Quem compra um título agora, entre 10,40% e 10,88%, só tem
chance de ganhar se confirmada a queda continuada e acelerada da Selic.
Qualquer reversão dessa tendência pode comprometer a estratégia.
Ah, então vou investir em fundos de investimento que estão com
as carteiras recheadas de títulos comprados com a taxa alta que não está mais
disponível no mercado. Bom demais para ser verdade, não é assim que a banda
toca.
Quem tem o direito de abocanhar os lucros? Você que está
chegando agora, diante de um cenário definido de redução dos juros, ou quem
arriscou e investiu há alguns meses?
É evidente que só o segundo grupo tem o direito de se beneficiar
dos ganhos.
Para garantir que somente os investidores que já estavam no
fundo sejam beneficiados, os administradores de fundos são obrigados a marcar a
mercado diariamente os ativos da carteira. O mecanismo obriga que o valor de
mercado do título seja apurado e contabilizado. O valor da cota muda, para cima
ou para baixo, refletindo a valorização ou desvalorização dos ativos da
carteira. O procedimento impede a transferência de riqueza, ou seja, que os
ganhos ou perdas de um grupo de investidores sejam transferidos a outro grupo
que pega o bonde andando e não tem nada a ver com a história passada.

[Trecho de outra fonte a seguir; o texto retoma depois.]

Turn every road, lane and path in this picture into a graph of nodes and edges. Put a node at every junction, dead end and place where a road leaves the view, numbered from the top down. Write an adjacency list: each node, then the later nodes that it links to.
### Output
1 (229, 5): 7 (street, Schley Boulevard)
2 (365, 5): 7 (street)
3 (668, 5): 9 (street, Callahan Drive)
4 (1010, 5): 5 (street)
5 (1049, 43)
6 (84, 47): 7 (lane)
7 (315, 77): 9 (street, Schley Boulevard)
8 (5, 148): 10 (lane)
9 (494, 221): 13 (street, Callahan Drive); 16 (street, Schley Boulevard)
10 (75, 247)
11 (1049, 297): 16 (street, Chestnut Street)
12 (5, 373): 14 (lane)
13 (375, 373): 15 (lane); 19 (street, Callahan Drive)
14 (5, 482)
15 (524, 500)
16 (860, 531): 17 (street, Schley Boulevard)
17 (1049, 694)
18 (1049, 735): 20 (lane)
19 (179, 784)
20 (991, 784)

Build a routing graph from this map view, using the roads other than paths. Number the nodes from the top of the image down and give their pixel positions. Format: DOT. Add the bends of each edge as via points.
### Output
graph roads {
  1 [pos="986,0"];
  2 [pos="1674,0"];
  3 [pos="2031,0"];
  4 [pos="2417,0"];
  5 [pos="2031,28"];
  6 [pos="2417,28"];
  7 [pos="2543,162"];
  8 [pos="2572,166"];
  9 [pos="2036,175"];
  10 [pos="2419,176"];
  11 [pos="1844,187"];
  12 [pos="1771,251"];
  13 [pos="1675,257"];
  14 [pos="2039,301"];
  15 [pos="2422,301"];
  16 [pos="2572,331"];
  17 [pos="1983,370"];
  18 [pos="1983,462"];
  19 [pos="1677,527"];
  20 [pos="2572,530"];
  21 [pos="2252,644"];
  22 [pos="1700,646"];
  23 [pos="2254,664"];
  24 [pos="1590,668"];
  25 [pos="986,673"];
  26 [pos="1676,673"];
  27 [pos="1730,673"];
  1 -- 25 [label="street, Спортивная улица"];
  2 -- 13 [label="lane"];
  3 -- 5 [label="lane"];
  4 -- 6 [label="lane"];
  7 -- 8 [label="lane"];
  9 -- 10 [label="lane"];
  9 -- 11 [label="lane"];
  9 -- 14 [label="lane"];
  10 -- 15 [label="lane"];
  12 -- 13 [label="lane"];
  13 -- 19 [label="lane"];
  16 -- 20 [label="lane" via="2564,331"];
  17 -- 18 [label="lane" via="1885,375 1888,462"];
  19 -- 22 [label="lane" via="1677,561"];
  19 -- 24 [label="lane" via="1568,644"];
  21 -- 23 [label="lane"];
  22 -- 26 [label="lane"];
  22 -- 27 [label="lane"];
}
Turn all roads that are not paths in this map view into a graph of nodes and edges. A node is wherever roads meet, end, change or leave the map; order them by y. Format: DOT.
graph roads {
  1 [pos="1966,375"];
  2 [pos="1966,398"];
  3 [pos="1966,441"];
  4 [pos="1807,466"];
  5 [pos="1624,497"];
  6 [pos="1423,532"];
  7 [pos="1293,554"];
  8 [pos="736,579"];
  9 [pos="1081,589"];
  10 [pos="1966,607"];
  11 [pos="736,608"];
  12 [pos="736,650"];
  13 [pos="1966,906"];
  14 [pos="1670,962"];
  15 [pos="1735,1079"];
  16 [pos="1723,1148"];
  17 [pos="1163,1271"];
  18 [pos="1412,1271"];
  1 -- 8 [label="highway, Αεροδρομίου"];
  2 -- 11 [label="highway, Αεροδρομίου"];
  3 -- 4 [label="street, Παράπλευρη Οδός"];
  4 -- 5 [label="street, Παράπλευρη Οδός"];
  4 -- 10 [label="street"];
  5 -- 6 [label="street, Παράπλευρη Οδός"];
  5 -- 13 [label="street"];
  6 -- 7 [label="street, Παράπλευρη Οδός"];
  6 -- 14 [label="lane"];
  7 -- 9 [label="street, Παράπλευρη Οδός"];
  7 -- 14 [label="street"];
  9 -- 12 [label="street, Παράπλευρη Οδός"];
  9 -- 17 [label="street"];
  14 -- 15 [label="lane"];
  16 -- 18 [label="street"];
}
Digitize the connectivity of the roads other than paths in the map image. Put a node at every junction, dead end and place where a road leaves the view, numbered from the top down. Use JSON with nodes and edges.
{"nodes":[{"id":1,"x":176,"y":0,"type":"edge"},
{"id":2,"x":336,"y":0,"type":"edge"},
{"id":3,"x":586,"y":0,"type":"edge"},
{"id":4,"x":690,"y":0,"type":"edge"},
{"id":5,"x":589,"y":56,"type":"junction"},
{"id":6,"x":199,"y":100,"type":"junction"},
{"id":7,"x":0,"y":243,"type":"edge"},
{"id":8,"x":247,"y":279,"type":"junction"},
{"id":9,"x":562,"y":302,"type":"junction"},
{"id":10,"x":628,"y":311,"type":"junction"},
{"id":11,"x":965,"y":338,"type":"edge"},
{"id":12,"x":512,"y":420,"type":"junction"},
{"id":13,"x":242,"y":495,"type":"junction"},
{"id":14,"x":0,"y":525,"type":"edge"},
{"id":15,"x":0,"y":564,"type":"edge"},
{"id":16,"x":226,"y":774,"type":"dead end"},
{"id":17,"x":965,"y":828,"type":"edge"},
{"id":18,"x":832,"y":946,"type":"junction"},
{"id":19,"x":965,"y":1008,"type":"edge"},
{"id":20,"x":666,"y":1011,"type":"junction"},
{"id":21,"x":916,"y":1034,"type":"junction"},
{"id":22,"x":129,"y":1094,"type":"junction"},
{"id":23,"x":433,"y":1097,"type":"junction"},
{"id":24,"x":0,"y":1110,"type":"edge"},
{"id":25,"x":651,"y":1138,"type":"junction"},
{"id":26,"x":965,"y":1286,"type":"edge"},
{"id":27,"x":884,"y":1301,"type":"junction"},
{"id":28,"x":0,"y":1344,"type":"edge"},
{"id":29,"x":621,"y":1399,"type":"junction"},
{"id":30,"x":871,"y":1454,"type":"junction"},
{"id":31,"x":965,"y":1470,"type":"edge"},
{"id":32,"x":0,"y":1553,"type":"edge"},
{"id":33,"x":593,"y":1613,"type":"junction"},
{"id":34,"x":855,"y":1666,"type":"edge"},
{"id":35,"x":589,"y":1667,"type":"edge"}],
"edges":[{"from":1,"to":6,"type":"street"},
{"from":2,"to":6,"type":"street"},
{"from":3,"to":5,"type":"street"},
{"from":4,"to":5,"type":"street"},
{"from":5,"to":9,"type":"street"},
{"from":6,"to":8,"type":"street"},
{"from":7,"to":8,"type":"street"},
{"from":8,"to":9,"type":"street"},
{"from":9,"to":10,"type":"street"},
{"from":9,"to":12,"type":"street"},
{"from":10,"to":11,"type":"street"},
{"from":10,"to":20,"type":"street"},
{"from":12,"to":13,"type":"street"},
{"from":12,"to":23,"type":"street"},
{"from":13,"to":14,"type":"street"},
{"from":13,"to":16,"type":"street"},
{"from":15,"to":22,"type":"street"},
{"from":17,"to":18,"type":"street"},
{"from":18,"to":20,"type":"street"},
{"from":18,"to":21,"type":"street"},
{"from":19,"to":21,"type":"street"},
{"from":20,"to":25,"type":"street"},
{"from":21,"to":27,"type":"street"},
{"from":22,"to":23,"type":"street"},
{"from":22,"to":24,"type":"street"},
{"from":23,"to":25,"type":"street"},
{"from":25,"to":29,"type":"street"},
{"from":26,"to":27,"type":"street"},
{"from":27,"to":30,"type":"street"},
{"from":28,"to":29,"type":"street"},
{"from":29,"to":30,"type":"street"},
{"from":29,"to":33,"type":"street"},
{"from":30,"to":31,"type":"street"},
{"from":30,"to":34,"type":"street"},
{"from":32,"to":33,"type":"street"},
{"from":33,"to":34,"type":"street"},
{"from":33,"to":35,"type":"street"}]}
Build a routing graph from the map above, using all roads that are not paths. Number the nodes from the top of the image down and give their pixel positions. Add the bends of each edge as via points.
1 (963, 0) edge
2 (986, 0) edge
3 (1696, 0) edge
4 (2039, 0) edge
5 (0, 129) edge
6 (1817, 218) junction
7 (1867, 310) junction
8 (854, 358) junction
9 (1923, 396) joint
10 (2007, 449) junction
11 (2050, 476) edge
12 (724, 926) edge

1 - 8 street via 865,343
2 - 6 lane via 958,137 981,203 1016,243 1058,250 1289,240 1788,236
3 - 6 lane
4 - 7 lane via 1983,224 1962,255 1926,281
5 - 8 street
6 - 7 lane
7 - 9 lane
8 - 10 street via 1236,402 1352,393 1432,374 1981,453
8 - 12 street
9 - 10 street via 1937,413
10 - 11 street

Tudo isso pra dizer que quem investir hoje em ativos ou fundos
que aplicam em taxa prefixada pode estar superestimando a perspectiva de ganho.
Esqueça a rentabilidade passada. O ganho será a diferença entre a taxa atual e
a nova taxa prefixada de mercado, seja ela qual for. Convenhamos que o espaço
para especulação diminuiu bastante. Para ampliar os ganhos (potenciais), é
preciso aumentar o risco, alongando o prazo ou alavancando posições com
derivativos.
Ainda vale a pena investir? Sim, se você estiver otimista e
acreditar que a taxa Selic, ainda no patamar de 13%, vai cair e rápido. Sim,
para alocar somente parte de sua carteira e diversificar o risco. Sim, se você
tiver a expectativa correta de ganho e ciência de que esse ganho pode se
transformar em perda se algum fato novo acontecer e a trajetória da taxa básica
mudar de rumo.
Não, se sua expectativa em relação ao cenário macroeconômico é
menos otimista do que as projeções. Não, se o dinheiro investido é o da sua
reserva financeira, que não pode ser exposto a riscos e precisa de liquidez
diária. Não, se você não é capaz de entender que as aplicações em "renda
fixa" não são fixas e oscilam entre a data da compra e a data de vencimento.
Ah, vale a pena lembrar que o mesmo raciocínio se aplica aos
ativos atrelados a índices de inflação cuja parcela prefixada ganha valor na
redução dos juros. O chamado "cupom" desses ativos, que chegou a 7%
ao ano, está no patamar de 5,58% (2019), 5,59% (2024) e 5,51% (2035). Quanto
mais longo, maiores o risco e a chance de ganhar se a taxa de juros cair.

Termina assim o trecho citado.